The Conditional Elimination rule requires that the new sentence derived be the consequent of the conditional cited. But in this example, B is not the consequent of P ⊃ (A&B) --- A&B is. It is true that B obviously follows from A&B, but the Conditional Elimination rule doesn't allow you to derive things just because they obviously follow. (Neither does any other rule in our formal system.) To derive B from these premises we'll need to use another rule. (In particular, we will want to use the Conjunction Elimination rule, given below.)

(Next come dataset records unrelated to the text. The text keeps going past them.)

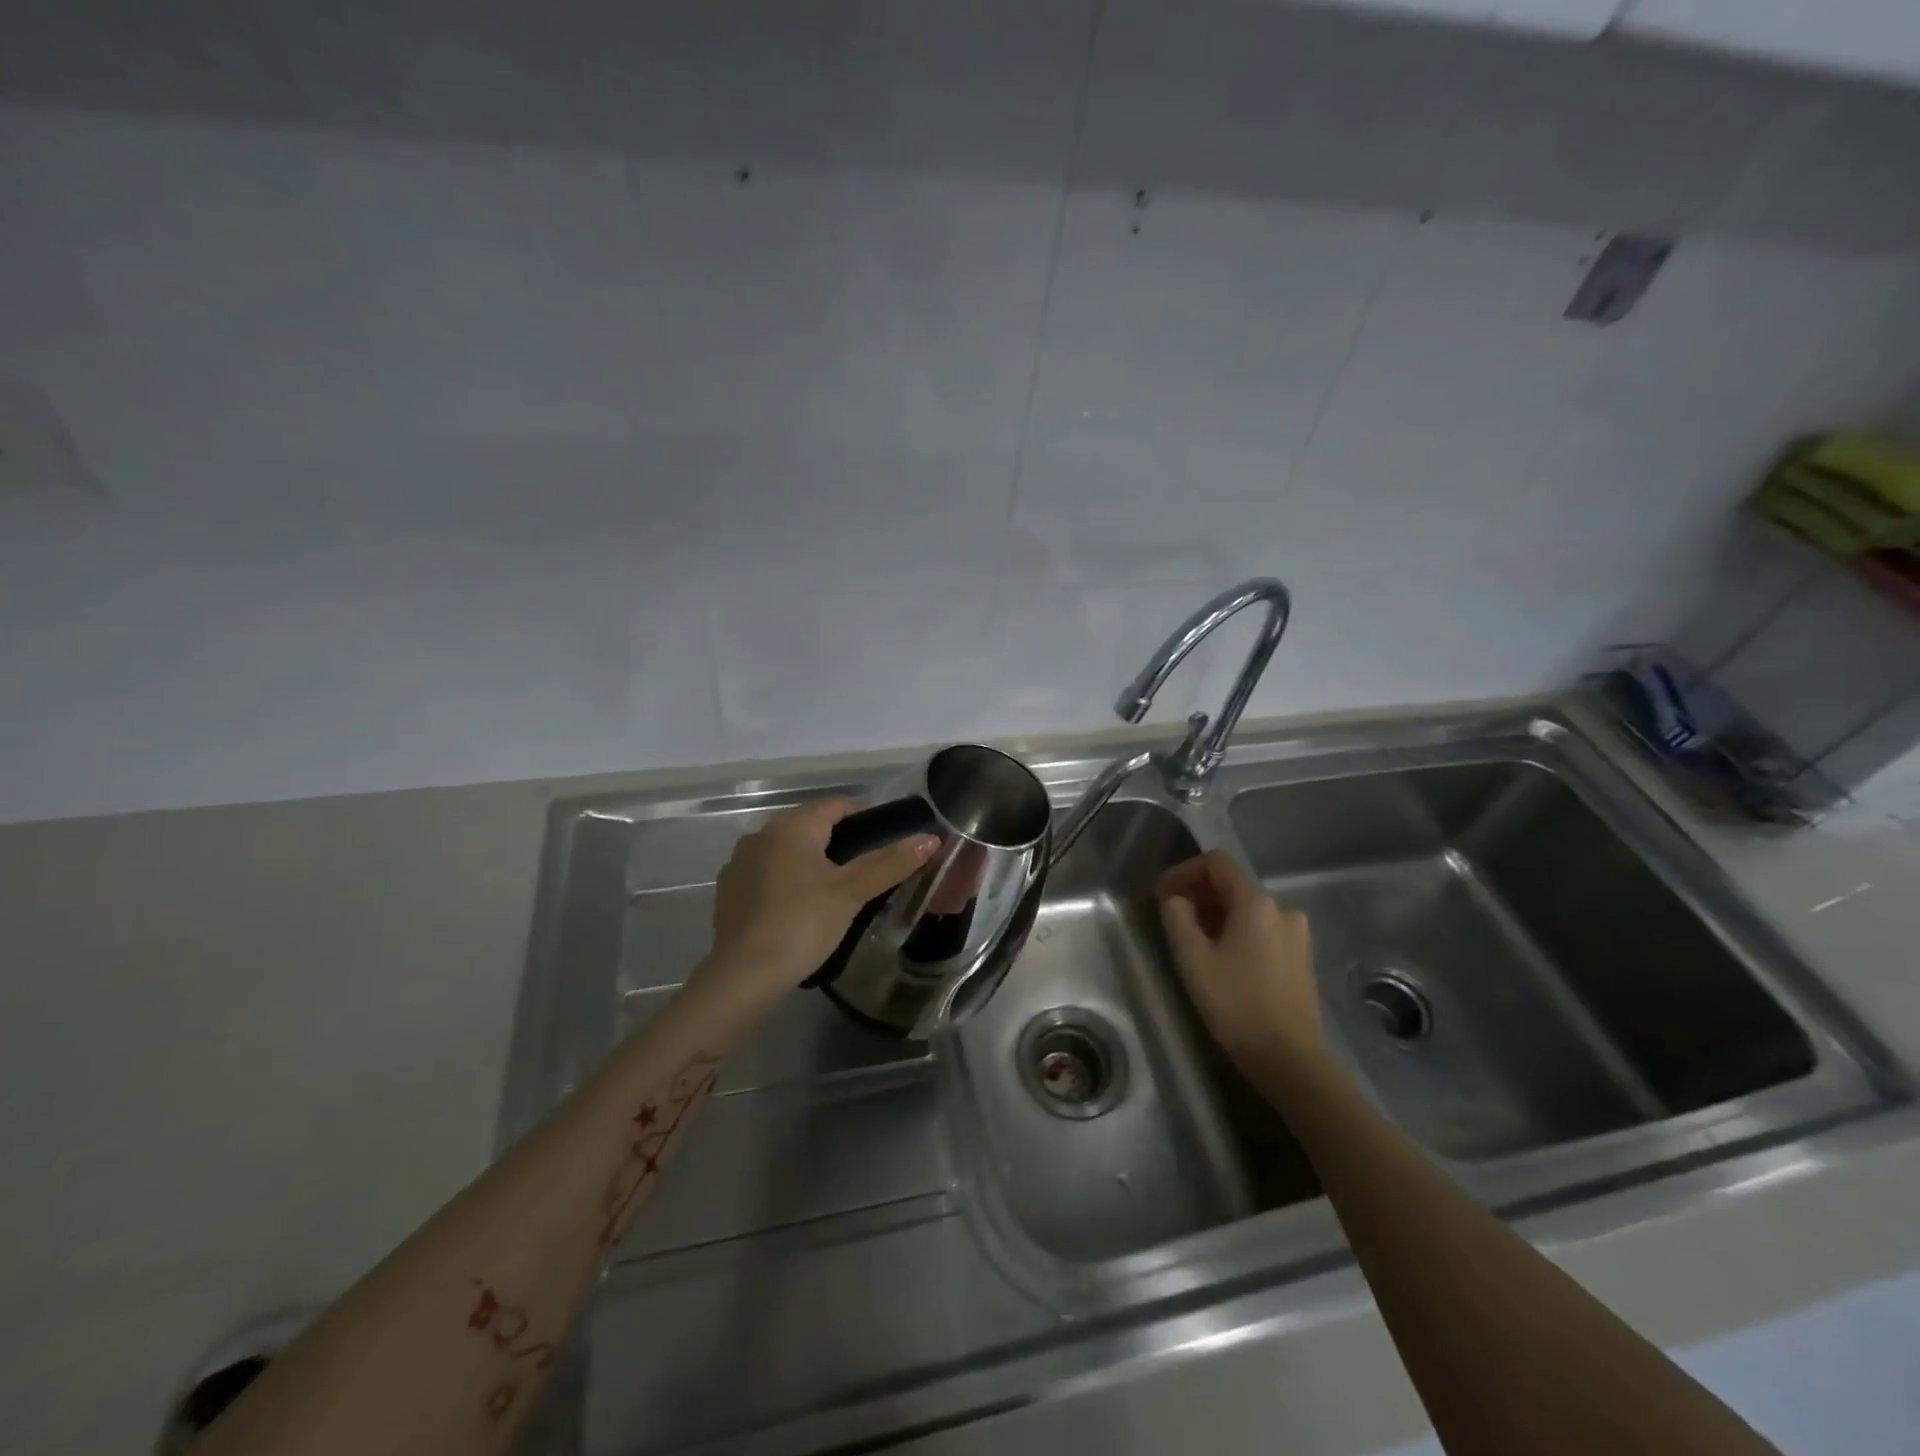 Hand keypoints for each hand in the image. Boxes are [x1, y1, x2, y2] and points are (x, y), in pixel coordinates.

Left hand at [698, 799, 938, 1012]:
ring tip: (830, 899)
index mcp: (791, 825)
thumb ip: (891, 863)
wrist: (743, 975)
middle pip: (810, 827)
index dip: (864, 823)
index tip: (881, 853)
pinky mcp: (728, 891)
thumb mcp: (852, 893)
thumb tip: (930, 839)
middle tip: (861, 880)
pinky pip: (765, 875)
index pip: (836, 805)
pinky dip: (784, 884)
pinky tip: (795, 914)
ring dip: (808, 864)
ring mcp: (739, 862)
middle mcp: (761, 834)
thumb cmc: (803, 924)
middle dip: (837, 845)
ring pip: (786, 851)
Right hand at [1157, 850, 1322, 1076]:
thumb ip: (1177, 917)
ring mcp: (1296, 934)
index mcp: (1256, 903)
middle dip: (1198, 896)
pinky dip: (1236, 933)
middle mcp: (1281, 909)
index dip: (1184, 871)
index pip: (1216, 863)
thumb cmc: (1236, 1004)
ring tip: (1194, 944)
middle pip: (1231, 885)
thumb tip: (1176, 899)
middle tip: (1172, 921)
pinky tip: (1222, 960)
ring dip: (1216, 916)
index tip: (1162, 895)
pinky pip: (1261, 930)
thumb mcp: (1193, 958)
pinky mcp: (1300, 957)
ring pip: (1246, 910)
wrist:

To check to make sure you are applying the rules correctly, one good heuristic is to think about whether you are relying on the rule itself, or on your intuitive understanding of the meanings of the symbols we use in SL. Your intuitive understanding is a good way to think about which rules to use, but to check to make sure you're using the rules properly, think about whether the rules' exact formulations could explain why it is permissible to extend the derivation in the exact way you're working with. Pretend, for instance, that you have no idea what the `\supset' symbol means, but you know only that if you have two sentences joined by it on one line, and the first of those two sentences on another line, then you are allowed to copy down the second sentence exactly on a new line. This --- and no more --- is what the Conditional Elimination rule permits you to do. (This is what we mean when we say the rule is syntactically defined.)

7.4 Our Second Rule: modus tollens

Here is another rule one can use with conditionals:

Φ ⊃ Ψ

¬Ψ

¬Φ

MT m,n

If you have a conditional on one numbered line, and the negation of its consequent on another line, you may derive the negation of its antecedent on a new line. We abbreviate the justification for this rule as 'MT' for modus tollens. If you know that if she found the treasure, she is happy, and you also know that she isn't happy, then you can very sensibly infer that she didn't find the treasure.

You may notice an asymmetry between the labels we use for modus ponens and modus tollens: in the former case, we use Conditional Elimination (⊃ E) as its official name, but in the latter case, we call the rule Modus Tollens (MT). We'll explain in more detail why we use the labels in this way when we discuss 'basic' and 'derived' rules in Section 7.8 below. For now, the important thing is to understand how to use the rule.

Here is an example employing Modus Tollens several times over. We will derive ¬A from {A ⊃ B, B ⊃ C, C ⊃ D, ¬D}:

A ⊃ B

B ⊃ C

C ⊃ D

¬D

¬C

¬B

¬A

want ¬A

MT 3, 4

MT 2, 5

MT 1, 6

At each of lines 5--7, we cite a conditional and the negation of its consequent to infer the negation of its antecedent.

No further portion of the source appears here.